The plot is brisk, the characters larger-than-life, the dialogue and mores charmingly antique, and the writing was straightforward. This won't likely convert non-western fans to the western genre, but if you already like western novels, it's pretty much par for the course.
Back when I was a wee lad of 11 or 12, my great uncle gave me a box full of old paperbacks by guys like Louis L'Amour, Max Brand, etc. Included were several of Loren Grey's LASSITER books, which started me on a steady diet of Westerns over the next several years. It wasn't long before I picked up Zane Grey's RIDERS OF THE PURPLE SAGE and THE RAINBOW TRAIL (the original novels to feature the Lassiter character), but I found them over-long, slow, and completely lacking in excitement. Loren Grey's books, on the other hand, were fast-paced, action-packed, and comparatively gritty. For a long time, he was my favorite writer within the Western genre--a fact that became a bit embarrassing when I later found out all his novels were ghostwritten. But what once so appealed to me about this series as a kid no longer impressed me much as an adult.

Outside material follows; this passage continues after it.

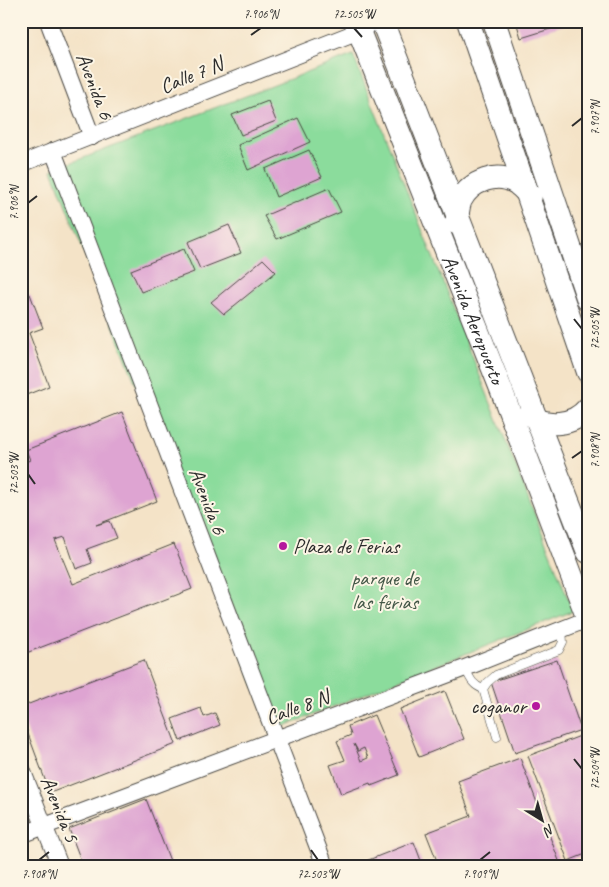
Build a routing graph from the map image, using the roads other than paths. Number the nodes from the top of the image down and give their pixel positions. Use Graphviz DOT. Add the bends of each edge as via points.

Book 1 of this series, titled simply LASSITER, is your typical pulp fiction offering, recycling once again the most cliched of all Western plot lines: An evil cattle baron tries to cheat a new ranch-owner out of his property, but must first contend with the steely-eyed ex-gunslinger standing in his way. As a strong-but-silent hero, Lassiter is more of a cipher than an actual character, and the frequent action scenes tend to feel perfunctory rather than exciting. As an adult, I now consider books like RIDERS OF THE PURPLE SAGE to be immeasurably superior to something like LASSITER, but it's easy to see why Loren Grey's series hooked me as a kid whereas RIDERS didn't. RIDERS is genuine literature, and LASSITER is pure entertainment. In RIDERS, Lassiter is portrayed as a believable person; in LASSITER, he's the cowboy equivalent of a superhero. And though I no longer respect Loren Grey as a writer the way I once did, I still had a good deal of fun re-visiting this series after so many years. Perhaps much of my enjoyment stemmed from nostalgia, but I'd nonetheless recommend LASSITER as an enjoyable piece of fluff. Sure, it's unsophisticated and workmanlike storytelling, but it accomplishes what it sets out to do. It even threw me for a loop with a nice plot twist in the final chapter. (Since the rest of the story was so completely by-the-numbers up to that point, I had to re-read that part in case I'd hallucinated it.) And considering how much I loved this series as a kid, I'd definitely recommend it as a sort of "gateway" book for introducing young boys to the world of cowboy fiction.
Good not great but a story with many well developed characters. Much stronger language than Zane Grey would have chosen but these are different times. I liked that it was an easy read all together.
Lassiter and his partner had bought a ranch. Arriving, he learns an old enemy is one of his neighbors. The man has two objectives: getting control of that ranch and Lassiter's death.